Early in the morning or late at night, you could hear the
roar of construction. It was enough to shake my apples, like
the continuous roar from race cars at Portland International
Raceway. They were exciting times, though. I saw a lot of
important people drive by, such as Eleanor Roosevelt, the
first lady, here in April 1943 to christen the Alazon Bay,
the yard's first aircraft carrier. About 75,000 people came
to watch.
By
the time shipbuilding ceased at the yards in 1946, the production
record stood at 10 Liberty ships, 30 tank-landing ships, 50
escort aircraft carriers, 31 attack transports, 12 C-4 troop
ships, eight C-4 cargo vessels and two 14,000-ton dry-docks.
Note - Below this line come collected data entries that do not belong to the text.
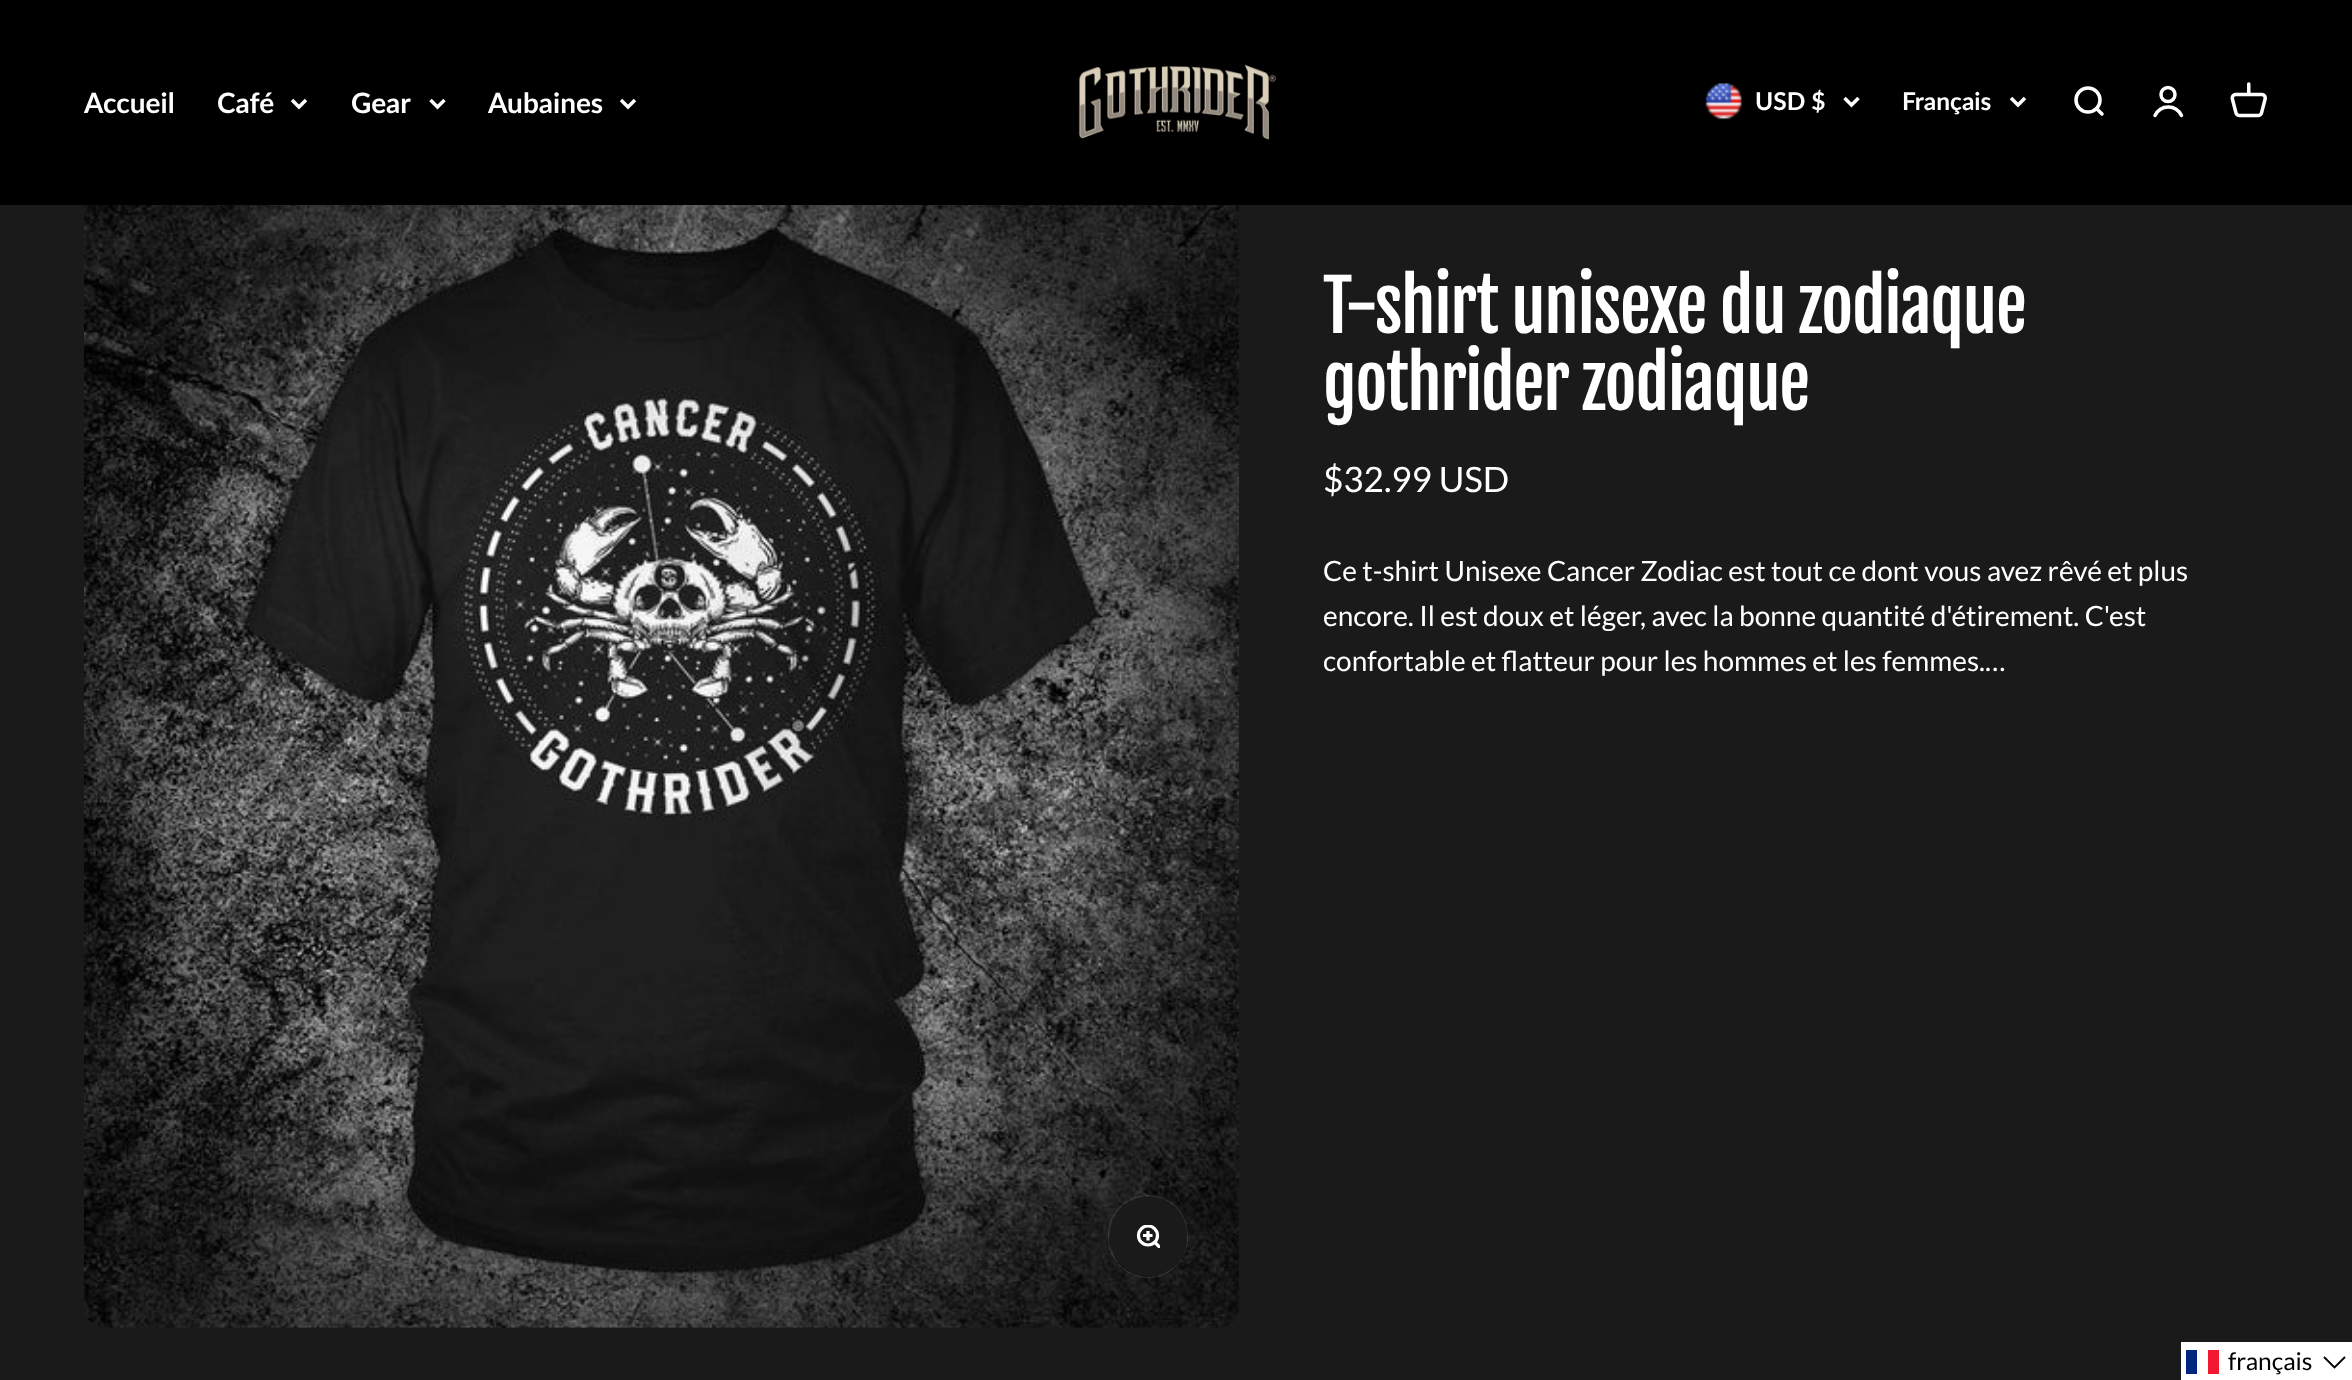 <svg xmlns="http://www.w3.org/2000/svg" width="2352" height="1380">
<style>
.a{font:bold 28px Lato;fill:#fff}
.b{font:bold 24.5px Lato;fill:#fff}
.c{font:70px Fjalla One;letter-spacing:-1.4px;fill:#fff}
.d{font:35px Lato;fill:#fff}
.e{font:28px Lato;fill:#fff}
.f{font:24.5px Lato;fill:#000}
</style>
<defs>
<clipPath id="clip1"><path d="M1136 1225h24v23H1136z"/></clipPath>
</defs>
<rect width="100%" height="100%" fill="#1a1a1a"/>
<path fill="#000" d="M0 0h2352v205H0z"/>
<path fill="none" stroke="#fff" stroke-width="3.5" d="M292 100l7 7l7-7"/>
<path fill="none" stroke="#fff" stroke-width="3.5" d="M430.5 100l7 7l7-7"/>
<path fill="none" stroke="#fff" stroke-width="3.5" d="M621 100l7 7l7-7"/>
<image href="1.png" x="1078" y="64" width="198" height="76"/>
<image href="2.png" x="1705" y="83" width="37" height="37"/>
<path fill="none" stroke="#fff" stroke-width="3.5" d="M1844.5 98l7 7l7-7"/>
<path fill="none" stroke="#fff" stroke-width="3.5" d="M2011 98l7 7l7-7"/>
<circle fill="none" stroke="#fff" stroke-width="3.5" cx="2088" cy="100" r="12"/>
<path fill="none" stroke="#fff" stroke-width="3.5" stroke-linecap="round" stroke-linejoin="round" d="M2096.5 108.5l5.5 5.5"/>
<circle fill="none" stroke="#fff" stroke-width="3.5" cx="2168" cy="94.5" r="7"/>
<path fill="none" stroke="#fff" stroke-width="3.5" stroke-linecap="round" d="M2155 115.5c5.5-11.5 21-11.5 26.5 0"/>
<image href="3.png" x="2230" y="82" width="37" height="36"/>
<image href="4.png" x="84" y="205" width="1155" height="1123"/>
<rect fill="none" stroke="#ffffff1f" x="1108.5" y="1195.5" width="79" height="82" rx="39.5"/>
<rect fill="#1a1a1a" x="1110" y="1197" width="77" height="79" rx="38.5"/>
<g clip-path="url(#clip1)">
<circle fill="none" stroke="#fff" stroke-width="3.2" cx="1148" cy="1235.5" r="9.5"/>
<path fill="none" stroke="#fff" stroke-width="3.2" stroke-linecap="round" stroke-linejoin="round" d="M1155 1242.5l4 4"/>
</g>
<path fill="none" stroke="#fff" stroke-width="3.2" d="M1148 1231v9.5m-5-5h9.5"/>
<path fill="#fff" d="M2181 1342h171v38H2181z"/>
<path fill="#00267f" d="M2186 1350h11v24H2186z"/>
<path fill="#f31830" d="M2208 1350h11v24H2208z"/>
<path fill="none" stroke="#000" stroke-width="1.8" d="M2324 1357l10.5 10.5l10.5-10.5"/>
<text class="a" x="84" y="113">Accueil</text>
<text class="a" x="217" y="113">Café</text>
<text class="a" x="351" y="113">Gear</text>
<text class="a" x="488" y="113">Aubaines</text>
<text class="b" x="1755" y="110">USD $</text>
<text class="b" x="1902" y="110">Français</text>
<text class="c" x="1323" y="333">T-shirt unisexe du zodiaque</text>
<text class="c" x="1323" y="410">gothrider zodiaque</text>
<text class="d" x="1323" y="492">$32.99 USD</text>
<text class="e" x="1323" y="581">Ce t-shirt Unisexe Cancer Zodiac est tout ce dont vous avez rêvé et plus</text>
<text class="e" x="1323" y="626">encore. Il est doux et léger, avec la bonne quantité d'étirement. C'est</text>
<text class="e" x="1323" y="671">confortable et flatteur pour les hommes et les femmes.…</text>
<text class="f" x="2228" y="1370">français</text>
</svg>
That's 141 military ships in less than 44 months.
The
shipyards left a legacy of industrial use on a big stretch
of the riverfront. A hydrogen peroxide plant rose in 1951
on the site of a shipyards parking lot west of today's industrial
park. FMC Corp. operated the plant until it closed in 1983.
Down
my way, next to the river, the government dock became a Coast
Guard station during World War II. A Coast Guard buoy tender,
the 100-foot Bluebell, docked there until it moved to Portland
in 1973. The city's Waterfront Park is there now.
Next
door, a sand, gravel and ready-mix concrete plant, operated
variously by Pacific Building Materials Co. and Vancouver
Ready-Mix, sat on the river bank from about 1940 until the
plant's demolition in 1975 to make way for two restaurants,
now The Chart House and Who-Song's.
For
me, the best and worst things happened in the last five years.
The state reconstructed the interchange of state Highway 14
and Interstate 5, and the city built a park around me. It's
about time.
Highway
ramps and railroad tracks almost wiped me out. People even
talked about digging me up and moving me elsewhere. But they
finally decided to build the highway around me.
Come
visit my park. You get here via Columbia Way and a connecting
pedestrian tunnel beneath the railroad. Come on a hot, sunny
afternoon and it'll probably be just you and me, surrounded
by a brick patio dotted with fallen green apples. But we'll
never really be alone. Over the top of a concrete wall 10
paces away, you'll glimpse chrome stacks of belching diesel
trucks, downshifting on the curving ramp onto Highway 14 and
spitting black smoke as they pass.
A
sudden shadow from a whistling jet overhead is another reminder
that it's not a world of fur trappers and canoes anymore.
The
best thing about my new park? The tunnel. It's lined up just
right so that I glimpse sparkles of waves on the Columbia
and watch tugboats churn upriver. It's like a little bit of
freedom restored. To me, the river is Americana, like motherhood,
baseball and hot dogs.
Did
you mention apple pie? Don't be gauche.